REQUIREMENT:
The entries should be restated word for word.
+ + +
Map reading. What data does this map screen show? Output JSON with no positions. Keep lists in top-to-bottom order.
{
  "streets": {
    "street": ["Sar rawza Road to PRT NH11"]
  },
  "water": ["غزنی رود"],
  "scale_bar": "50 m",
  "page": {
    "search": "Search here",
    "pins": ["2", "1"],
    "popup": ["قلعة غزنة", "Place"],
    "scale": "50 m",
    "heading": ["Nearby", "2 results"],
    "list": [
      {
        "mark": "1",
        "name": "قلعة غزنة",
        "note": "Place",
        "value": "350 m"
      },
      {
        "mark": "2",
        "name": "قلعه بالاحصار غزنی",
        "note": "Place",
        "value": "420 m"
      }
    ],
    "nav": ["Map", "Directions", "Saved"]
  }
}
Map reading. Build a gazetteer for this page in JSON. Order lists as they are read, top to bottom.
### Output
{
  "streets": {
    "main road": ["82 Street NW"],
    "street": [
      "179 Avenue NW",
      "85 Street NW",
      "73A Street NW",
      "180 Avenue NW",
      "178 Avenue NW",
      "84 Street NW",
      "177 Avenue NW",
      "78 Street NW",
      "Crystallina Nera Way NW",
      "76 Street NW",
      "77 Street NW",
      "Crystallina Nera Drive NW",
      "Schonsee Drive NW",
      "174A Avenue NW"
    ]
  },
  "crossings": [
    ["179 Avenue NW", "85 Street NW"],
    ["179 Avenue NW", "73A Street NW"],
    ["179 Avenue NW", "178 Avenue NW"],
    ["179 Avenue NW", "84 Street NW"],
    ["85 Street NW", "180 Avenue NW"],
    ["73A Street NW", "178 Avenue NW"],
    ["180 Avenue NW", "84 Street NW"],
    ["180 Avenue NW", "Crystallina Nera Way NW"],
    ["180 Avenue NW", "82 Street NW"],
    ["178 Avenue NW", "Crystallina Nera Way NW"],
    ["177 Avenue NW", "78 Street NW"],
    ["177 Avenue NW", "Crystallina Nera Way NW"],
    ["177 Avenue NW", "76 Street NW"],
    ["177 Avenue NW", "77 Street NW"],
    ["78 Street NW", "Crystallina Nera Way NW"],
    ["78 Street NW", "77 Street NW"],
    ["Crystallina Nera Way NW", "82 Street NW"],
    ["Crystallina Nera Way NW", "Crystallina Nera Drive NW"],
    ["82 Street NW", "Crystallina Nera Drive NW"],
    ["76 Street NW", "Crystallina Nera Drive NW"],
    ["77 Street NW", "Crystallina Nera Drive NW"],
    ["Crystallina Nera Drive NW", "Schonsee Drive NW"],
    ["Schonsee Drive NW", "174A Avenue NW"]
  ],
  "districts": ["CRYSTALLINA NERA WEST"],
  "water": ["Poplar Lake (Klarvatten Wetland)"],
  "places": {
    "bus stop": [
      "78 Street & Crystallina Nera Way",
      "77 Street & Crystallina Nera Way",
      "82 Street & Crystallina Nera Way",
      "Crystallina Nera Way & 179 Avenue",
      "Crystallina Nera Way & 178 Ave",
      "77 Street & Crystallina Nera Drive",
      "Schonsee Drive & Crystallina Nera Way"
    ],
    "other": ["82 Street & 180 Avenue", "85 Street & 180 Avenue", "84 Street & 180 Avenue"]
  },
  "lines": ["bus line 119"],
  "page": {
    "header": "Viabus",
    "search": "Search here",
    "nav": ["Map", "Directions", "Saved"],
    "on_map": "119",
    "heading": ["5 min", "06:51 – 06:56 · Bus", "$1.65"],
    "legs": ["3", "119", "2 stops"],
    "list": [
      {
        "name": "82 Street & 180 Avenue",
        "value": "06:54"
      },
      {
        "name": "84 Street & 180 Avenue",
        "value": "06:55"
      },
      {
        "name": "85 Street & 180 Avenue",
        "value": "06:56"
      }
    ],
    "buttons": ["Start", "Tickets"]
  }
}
+ + +
OUTPUT OF THE TASK:
Map reading. What data does this map screen show? Output JSON with no positions. Keep lists in top-to-bottom order.
{
  "streets": {
    "street": ["Sar rawza Road to PRT NH11"]
  },
  "water": ["غزنی رود"],
  "scale_bar": "50 m",
  "page": {
    "search": "Search here",
    "pins": ["2", "1"],
    "popup": ["قلعة غزنة", "Place"],
    "scale": "50 m",
    "heading": ["Nearby", "2 results"],
    "list": [
      {
        "mark": "1",
        "name": "قلعة غزنة",
        "note": "Place",
        "value": "350 m"
      },
      {
        "mark": "2",
        "name": "قلعه بالاحصار غزنی",
        "note": "Place",
        "value": "420 m"
      }
    ],
    "nav": ["Map", "Directions", "Saved"]
  }
}
Map reading. Build a gazetteer for this page in JSON. Order lists as they are read, top to bottom.
### Output
{
  "streets": {
    "main road": ["82 Street NW"],
    "street": [
      "179 Avenue NW",
      "85 Street NW",
      "73A Street NW",
      "180 Avenue NW",
      "178 Avenue NW",
      "84 Street NW",
      "177 Avenue NW",
      "78 Street NW",
      "Crystallina Nera Way NW",
      "76 Street NW",
      "77 Street NW",
      "Crystallina Nera Drive NW",
      "Schonsee Drive NW",
      "174A Avenue NW"
    ]
  },
  "crossings": [
    ["179 Avenue NW", "85 Street NW"],
    ["179 Avenue NW", "73A Street NW"],
    ["179 Avenue NW", "178 Avenue NW"],
    ["179 Avenue NW", "84 Street NW"],
    ["85 Street NW", "180 Avenue NW"],
    ["73A Street NW", "178 Avenue NW"],
    ["180 Avenue NW", "84 Street NW"],
    ["180 Avenue NW", "Crystallina Nera Way NW"],
    ["180 Avenue NW", "82 Street NW"],
    ["178 Avenue NW", "Crystallina Nera Way NW"],
    ["177 Avenue NW", "78 Street NW"],
    ["177 Avenue NW", "Crystallina Nera Way NW"],
    ["177 Avenue NW", "76 Street NW"],
    ["177 Avenue NW", "77 Street NW"],
    ["78 Street NW", "Crystallina Nera Way NW"],
    ["78 Street NW", "77 Street NW"],
    ["Crystallina Nera Way NW", "82 Street NW"],
    ["Crystallina Nera Way NW", "Crystallina Nera Drive NW"],
    ["82 Street NW", "Crystallina Nera Drive NW"],
    ["76 Street NW", "Crystallina Nera Drive NW"],
    ["77 Street NW", "Crystallina Nera Drive NW"],
    ["Crystallina Nera Drive NW", "Schonsee Drive NW"],
    ["Schonsee Drive NW", "174A Avenue NW"]
  ],
  "districts": ["CRYSTALLINA NERA WEST"],
  "water": ["Poplar Lake (Klarvatten Wetland)"],
  "places": {
    "bus stop": [
      "78 Street & Crystallina Nera Way",
      "77 Street & Crystallina Nera Way",
      "82 Street & Crystallina Nera Way",
      "Crystallina Nera Way & 179 Avenue",
      "Crystallina Nera Way & 178 Ave",
      "77 Street & Crystallina Nera Drive",
      "Schonsee Drive & Crystallina Nera Way"
    ],
    "other": ["82 Street & 180 Avenue", "85 Street & 180 Avenue", "84 Street & 180 Avenue"]
  },
  "lines": ["bus line 119"],
  "page": {
    "header": "Viabus",
    "search": "Search here",
    "nav": ["Map", "Directions", "Saved"],
    "on_map": "119",
    "heading": ["5 min", "06:51 – 06:56 · Bus", "$1.65"],
    "legs": ["3", "119", "2 stops"],
    "list": [
      {
        "name": "82 Street & 180 Avenue",
        "value": "06:54"
      },
      {
        "name": "84 Street & 180 Avenue",
        "value": "06:55"
      },
      {
        "name": "85 Street & 180 Avenue",
        "value": "06:56"
      }
    ],
    "buttons": ["Start", "Tickets"]
  }
}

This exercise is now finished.